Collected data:
***

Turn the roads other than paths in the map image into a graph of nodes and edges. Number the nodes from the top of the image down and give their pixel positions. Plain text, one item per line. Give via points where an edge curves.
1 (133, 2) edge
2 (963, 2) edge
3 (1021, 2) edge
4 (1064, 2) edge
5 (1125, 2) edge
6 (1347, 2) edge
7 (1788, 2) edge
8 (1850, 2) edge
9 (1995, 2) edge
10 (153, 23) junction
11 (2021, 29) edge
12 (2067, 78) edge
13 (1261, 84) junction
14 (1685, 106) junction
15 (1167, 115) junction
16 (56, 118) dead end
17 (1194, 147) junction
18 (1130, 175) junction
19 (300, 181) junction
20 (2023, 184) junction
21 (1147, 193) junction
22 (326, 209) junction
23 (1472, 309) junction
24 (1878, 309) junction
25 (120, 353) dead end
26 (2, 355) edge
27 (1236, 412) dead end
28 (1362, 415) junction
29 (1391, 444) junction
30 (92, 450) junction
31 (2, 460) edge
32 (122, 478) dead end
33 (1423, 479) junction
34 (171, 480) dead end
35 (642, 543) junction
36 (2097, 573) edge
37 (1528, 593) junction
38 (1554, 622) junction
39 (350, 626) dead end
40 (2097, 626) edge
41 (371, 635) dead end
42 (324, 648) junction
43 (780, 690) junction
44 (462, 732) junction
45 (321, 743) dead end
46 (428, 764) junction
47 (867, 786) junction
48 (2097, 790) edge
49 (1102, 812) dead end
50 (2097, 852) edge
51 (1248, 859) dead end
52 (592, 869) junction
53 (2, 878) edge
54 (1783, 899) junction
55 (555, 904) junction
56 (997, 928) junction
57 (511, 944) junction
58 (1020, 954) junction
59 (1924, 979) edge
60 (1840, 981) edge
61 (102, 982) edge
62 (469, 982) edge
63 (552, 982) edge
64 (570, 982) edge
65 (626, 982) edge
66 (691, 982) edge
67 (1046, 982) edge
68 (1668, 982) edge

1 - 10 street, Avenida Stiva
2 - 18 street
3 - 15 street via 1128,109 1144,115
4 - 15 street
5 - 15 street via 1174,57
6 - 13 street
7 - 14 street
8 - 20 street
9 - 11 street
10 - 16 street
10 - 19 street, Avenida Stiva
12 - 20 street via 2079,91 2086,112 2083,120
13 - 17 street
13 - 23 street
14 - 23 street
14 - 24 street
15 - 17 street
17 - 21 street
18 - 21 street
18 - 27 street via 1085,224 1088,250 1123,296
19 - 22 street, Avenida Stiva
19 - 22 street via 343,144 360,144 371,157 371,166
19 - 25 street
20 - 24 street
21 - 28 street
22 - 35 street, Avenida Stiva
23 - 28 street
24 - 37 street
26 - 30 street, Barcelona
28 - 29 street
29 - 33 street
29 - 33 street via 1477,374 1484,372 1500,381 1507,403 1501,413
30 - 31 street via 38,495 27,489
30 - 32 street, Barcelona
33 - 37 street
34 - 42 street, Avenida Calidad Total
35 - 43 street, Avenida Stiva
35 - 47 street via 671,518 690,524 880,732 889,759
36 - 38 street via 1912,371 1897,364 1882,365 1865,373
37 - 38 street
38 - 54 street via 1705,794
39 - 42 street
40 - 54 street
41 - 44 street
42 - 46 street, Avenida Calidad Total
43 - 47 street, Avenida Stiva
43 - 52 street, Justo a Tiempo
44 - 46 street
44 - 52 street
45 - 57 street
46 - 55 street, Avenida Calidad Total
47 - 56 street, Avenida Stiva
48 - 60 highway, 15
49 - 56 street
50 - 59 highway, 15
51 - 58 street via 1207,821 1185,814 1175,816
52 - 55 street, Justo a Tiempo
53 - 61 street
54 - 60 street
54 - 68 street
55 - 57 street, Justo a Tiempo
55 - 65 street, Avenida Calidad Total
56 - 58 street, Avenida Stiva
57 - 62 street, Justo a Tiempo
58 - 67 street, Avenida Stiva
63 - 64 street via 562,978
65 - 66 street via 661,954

***

**Prompt**. Copy out the entries in full, exactly as they appear.

**Answer**.
Turn the roads other than paths in the map image into a graph of nodes and edges. Number the nodes from the top of the image down and give their pixel positions. Plain text, one item per line. Give via points where an edge curves.
1 (133, 2) edge
2 (963, 2) edge
3 (1021, 2) edge
4 (1064, 2) edge
5 (1125, 2) edge
6 (1347, 2) edge
7 (1788, 2) edge
8 (1850, 2) edge
9 (1995, 2) edge
10 (153, 23) junction
11 (2021, 29) edge
12 (2067, 78) edge
13 (1261, 84) junction
14 (1685, 106) junction
15 (1167, 115) junction
16 (56, 118) dead end
17 (1194, 147) junction
18 (1130, 175) junction
19 (300, 181) junction
20 (2023, 184) junction
21 (1147, 193) junction
22 (326, 209) junction
23 (1472, 309) junction
24 (1878, 309) junction
25 (120, 353) dead end
26 (2, 355) edge
27 (1236, 412) dead end
28 (1362, 415) junction
29 (1391, 444) junction
30 (92, 450) junction
31 (2, 460) edge
32 (122, 478) dead end
33 (1423, 479) junction
34 (171, 480) dead end
35 (642, 543) junction
36 (2097, 573) edge
37 (1528, 593) junction
38 (1554, 622) junction
39 (350, 626) dead end
40 (2097, 626) edge
41 (371, 635) dead end
42 (324, 648) junction
43 (780, 690) junction
44 (462, 732) junction
45 (321, 743) dead end
46 (428, 764) junction
47 (867, 786) junction
48 (2097, 790) edge
49 (1102, 812) dead end
50 (2097, 852) edge
51 (1248, 859) dead end
52 (592, 869) junction
53 (2, 878) edge
54 (1783, 899) junction
55 (555, 904) junction
56 (997, 928) junction
57 (511, 944) junction
58 (1020, 954) junction
59 (1924, 979) edge
60 (1840, 981) edge
61 (102, 982) edge
62 (469, 982) edge
63 (552, 982) edge
64 (570, 982) edge
65 (626, 982) edge
66 (691, 982) edge
67 (1046, 982) edge
68 (1668, 982) edge

1 - 10 street, Avenida Stiva
2 - 18 street
3 - 15 street via 1128,109 1144,115
4 - 15 street
5 - 15 street via 1174,57
6 - 13 street
7 - 14 street
8 - 20 street
9 - 11 street
10 - 16 street
10 - 19 street, Avenida Stiva
12 - 20 street via 2079,91 2086,112 2083,120
13 - 17 street
13 - 23 street
14 - 23 street
14 - 24 street
15 - 17 street
17 - 21 street
18 - 21 street
18 - 27 street via 1085,224 1088,250 1123,296
19 - 22 street, Avenida Stiva
19 - 22 street via 343,144 360,144 371,157 371,166
19 - 25 street
20 - 24 street
21 - 28 street
22 - 35 street, Avenida Stiva
23 - 28 street
24 - 37 street
26 - 30 street, Barcelona
28 - 29 street
29 - 33 street
29 - 33 street via 1477,374 1484,372 1500,381 1507,403 1501,413
30 - 31 street via 38,495 27,489
30 - 32 street, Barcelona
33 - 37 street
34 - 42 street, Avenida Calidad Total
35 - 43 street, Avenida Stiva
35 - 47 street via 671,518 690,524 880,732 889,759
36 - 38 street via 1912,371 1897,364 1882,365 1865,373
37 - 38 street
38 - 54 street via 1705,794
39 - 42 street
40 - 54 street
41 - 44 street
42 - 46 street, Avenida Calidad Total
43 - 47 street, Avenida Stiva
43 - 52 street, Justo a Tiempo
44 - 46 street
44 - 52 street
45 - 57 street
46 - 55 street, Avenida Calidad Total
47 - 56 street, Avenida Stiva
48 - 60 highway, 15
49 - 56 street
50 - 59 highway, 15
51 - 58 street via 1207,821 1185,814 1175,816
52 - 55 street, Justo a Tiempo
53 - 61 street
54 - 60 street
54 - 68 street
55 - 57 street, Justo a Tiempo
55 - 65 street, Avenida Calidad Total
56 - 58 street, Avenida Stiva
57 - 62 street, Justo a Tiempo
58 - 67 street, Avenida Stiva
63 - 64 street via 562,978
65 - 66 street via 661,954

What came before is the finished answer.